🤖 AI Summary
This study addresses the challenge of estimating long-term causal effects in digital platform experiments, where such effects are often indirectly inferred through numerous noisy short-term proxy variables that reflect a low-dimensional latent mediator. The authors formulate this as a latent variable estimation problem and propose using regularized regression methods—such as ridge regression—to effectively distill information from high-dimensional proxies. Theoretical analysis reveals that ridge regression exhibits diminishing bias as the number of proxies increases and yields a closed-form solution for the bias–variance trade-off, thereby overcoming limitations of conventional proxy selection approaches.
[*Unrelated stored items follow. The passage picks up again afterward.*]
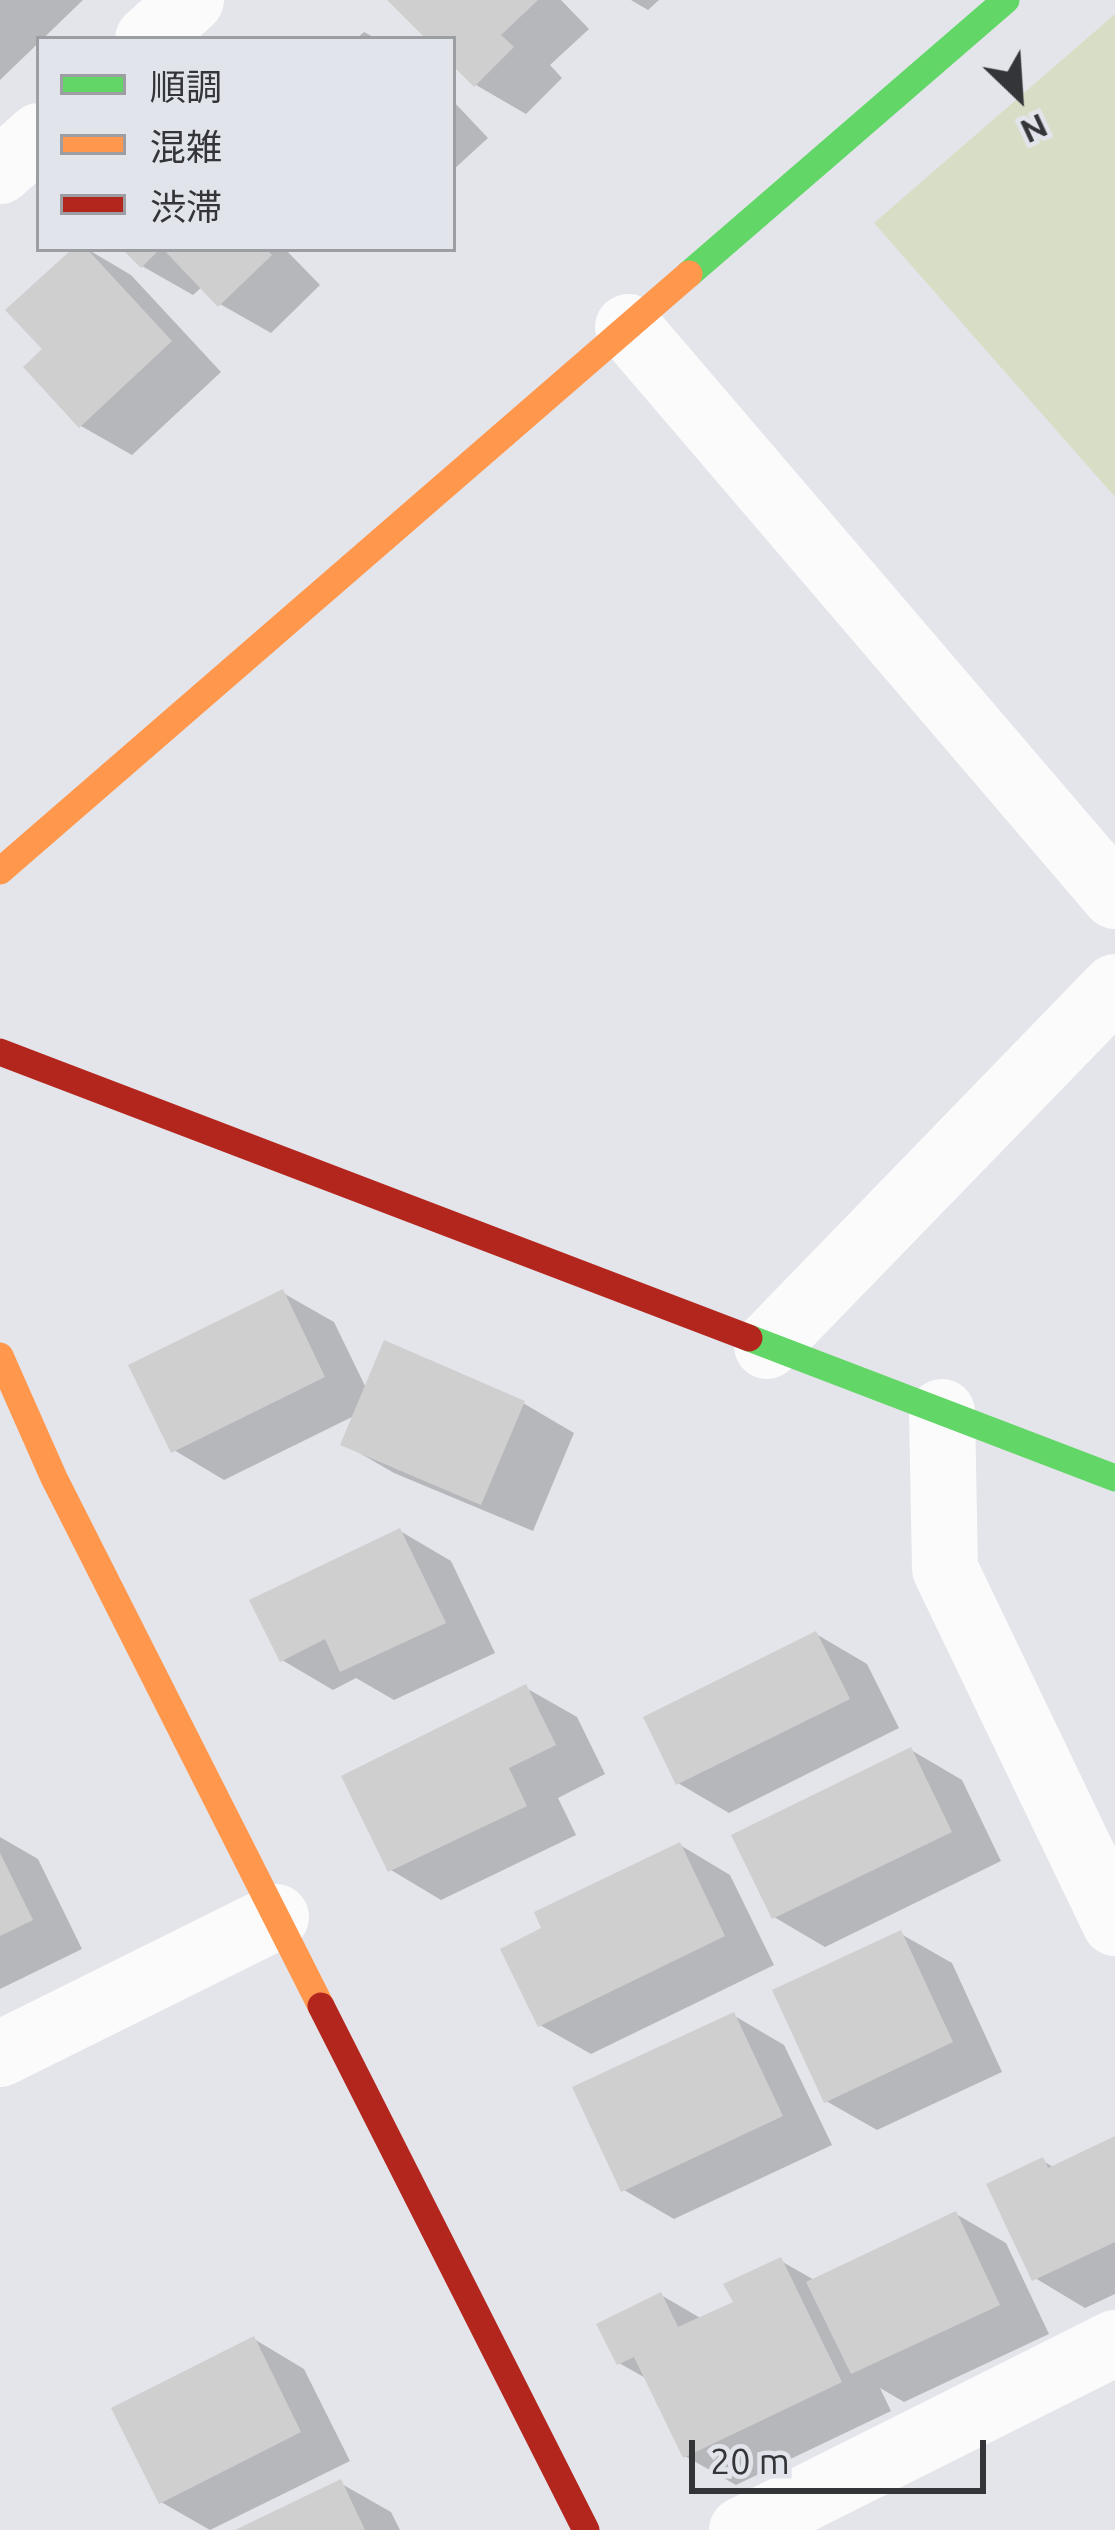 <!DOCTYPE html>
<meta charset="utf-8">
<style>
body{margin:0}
#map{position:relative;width:1115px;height:2530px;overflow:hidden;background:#e4e5ea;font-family:Ubuntu,"Noto Sans JP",sans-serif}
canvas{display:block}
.legend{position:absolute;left:36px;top:36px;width:420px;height:216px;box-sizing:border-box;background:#e2e4ec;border:3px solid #9c9ea4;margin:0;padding:15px 21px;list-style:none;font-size:36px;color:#343538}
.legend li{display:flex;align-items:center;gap:24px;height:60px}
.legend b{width:60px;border:3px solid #9c9ea4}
.north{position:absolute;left:959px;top:36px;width:120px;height:120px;-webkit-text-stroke:9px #e2e4ec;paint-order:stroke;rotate:155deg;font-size:33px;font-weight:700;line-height:48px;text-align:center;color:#343538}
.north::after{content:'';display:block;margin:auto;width:42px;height:54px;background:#343538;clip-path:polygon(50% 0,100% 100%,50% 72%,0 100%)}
.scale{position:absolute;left:689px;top:2440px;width:297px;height:54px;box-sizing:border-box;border:6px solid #343538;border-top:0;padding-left:15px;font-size:36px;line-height:42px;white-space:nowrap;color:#343538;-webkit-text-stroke:9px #e2e4ec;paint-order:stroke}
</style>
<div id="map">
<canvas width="1115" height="2530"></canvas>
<ul class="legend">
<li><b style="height:15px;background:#63d668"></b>順調</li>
<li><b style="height:15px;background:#ff974d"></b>混雑</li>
<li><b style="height:15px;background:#b3261e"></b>渋滞</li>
</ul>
<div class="north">N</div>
<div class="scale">20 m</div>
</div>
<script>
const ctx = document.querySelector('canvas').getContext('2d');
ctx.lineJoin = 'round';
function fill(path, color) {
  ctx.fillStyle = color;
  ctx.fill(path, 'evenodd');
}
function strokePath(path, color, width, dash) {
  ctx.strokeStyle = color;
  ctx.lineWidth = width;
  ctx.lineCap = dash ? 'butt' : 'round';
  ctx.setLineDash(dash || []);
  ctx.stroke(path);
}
fill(new Path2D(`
 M 1115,14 L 1115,497 L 874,223 Z`), '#d7dec5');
fill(new Path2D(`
 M 0,0 L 83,0 L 0,80 Z
 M 392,0 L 561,0 L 589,29 L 550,65 L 562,78 L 526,114 L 476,85 L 453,62 L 453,39 L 430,39 Z
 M 631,0 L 659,0 L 648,10 Z
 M 364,32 L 377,39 L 356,39 Z
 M 453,101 L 488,138 L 453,170 Z
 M 77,249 L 87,249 L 131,275 L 221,372 L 132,455 L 81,426 L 46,349 Z
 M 126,249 L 285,249 L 320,285 L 271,333 L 220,304 L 203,286 L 193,295 L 142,266 Z
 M 283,1293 L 334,1322 L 367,1390 L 523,1403 L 574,1433 L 533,1531 L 394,1473 L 344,1444 L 356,1415 L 224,1480 L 174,1450 Z
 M 400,1531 L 451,1561 L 495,1653 L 394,1700 L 356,1678 L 333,1690 L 282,1660 Z
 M 816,1634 L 867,1664 L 899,1728 L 729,1813 L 678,1783 Z
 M 526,1688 L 577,1717 L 605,1774 L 558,1798 L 576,1835 L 441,1900 L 391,1870 Z
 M 911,1750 L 962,1780 L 1001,1861 L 825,1947 L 774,1917 Z
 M 0,1837 L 38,1859 L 82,1949 L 0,1989 Z
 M 680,1845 L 730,1875 L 774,1965 L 591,2054 L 540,2025 Z
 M 901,1934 L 952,1963 L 1002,2072 L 877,2130 L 826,2101 Z
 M 733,2015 L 784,2045 L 832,2145 L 674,2219 L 624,2190 Z
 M 1115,2140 L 1115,2294 L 1085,2308 L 1035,2278 L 1043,2161 L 1055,2168 Z
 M 956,2214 L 1006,2243 L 1049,2334 L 904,2402 L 880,2388 L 891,2411 L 736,2485 L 685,2456 L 649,2380 L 619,2363 L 661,2295 L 702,2319 L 737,2303 L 781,2261 L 816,2281 Z
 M 254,2339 L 304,2369 L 350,2461 L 210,2530 L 161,2502 Z
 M 340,2483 L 391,2512 L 400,2530 L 241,2530 Z`), '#0003');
fill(new Path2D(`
 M 387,0 L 538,0 L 501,35 L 514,47 L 474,87 L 453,66 L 453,39 L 426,39 Z
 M 72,249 L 87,249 L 172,341 L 79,428 L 23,367 L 42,349 L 5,310 Z
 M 122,249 L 160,249 L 141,268 Z
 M 163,249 L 266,249 L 272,255 L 218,307 Z
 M 283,1289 L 325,1377 L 171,1453 L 128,1365 Z
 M 384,1340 L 525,1401 L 481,1505 L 340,1445 Z
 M 400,1528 L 446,1623 L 340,1672 L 325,1639 L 280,1662 L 249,1600 Z
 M 816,1631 L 850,1699 L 676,1785 L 643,1717 Z
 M 526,1684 L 556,1745 L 509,1768 L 527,1806 L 388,1872 L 341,1776 Z
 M 911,1747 L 952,1832 L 772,1919 L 731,1835 Z
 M 680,1842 L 725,1936 L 538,2027 L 500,1949 L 541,1928 L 534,1912 Z
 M 0,1853 L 33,1920 L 0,1936 Z
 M 901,1930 L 953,2042 L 824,2103 L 772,1990 Z
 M 734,2012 L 783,2116 L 621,2192 L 572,2087 Z
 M 1115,2136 L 1115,2242 L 1032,2281 L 986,2184 L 1043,2157 L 1048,2168 Z
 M 956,2211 L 1000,2305 L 851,2374 L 806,2282 Z
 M 781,2257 L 842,2382 L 683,2458 L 634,2357 L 617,2365 L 596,2324 L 661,2292 L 678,2327 L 733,2302 L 723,2284 Z
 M 254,2336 L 301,2432 L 159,2504 L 111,2408 Z
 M 341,2479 L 365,2530 L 235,2530 Z`), '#cfcfd0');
strokePath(new Path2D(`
 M 148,39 L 191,0
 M 0,171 L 39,136
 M 628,327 L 1115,896
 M 767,1346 L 1115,987
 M 942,1412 L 945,1569 L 1115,1923
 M 0,2054 L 276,1917
 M 742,2530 L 1115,2343`), '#fbfbfc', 66);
strokePath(new Path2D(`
 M 689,274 L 1006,0
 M 749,1338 L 1115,1478`), '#63d668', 27);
strokePath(new Path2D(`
 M 0,871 L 689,274
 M 0,1356 L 54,1478 L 321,2006`), '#ff974d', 27);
strokePath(new Path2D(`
 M 0,1052 L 749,1338
 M 321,2006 L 586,2530`), '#b3261e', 27);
</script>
Empirical evaluations on both simulated data and the California GAIN experiment demonstrate that the proposed method substantially outperforms naive proxy selection strategies in accurately estimating long-term treatment effects.
📝 Abstract
We propose a method for estimating long-term treatment effects with many short-term proxy outcomes: a central challenge when experimenting on digital platforms. We formalize this challenge as a latent variable problem where observed proxies are noisy measures of a low-dimensional set of unobserved surrogates that mediate treatment effects. Through theoretical analysis and simulations, we demonstrate that regularized regression methods substantially outperform naive proxy selection. We show in particular that the bias of Ridge regression decreases as more proxies are added, with closed-form expressions for the bias-variance tradeoff. We illustrate our method with an empirical application to the California GAIN experiment.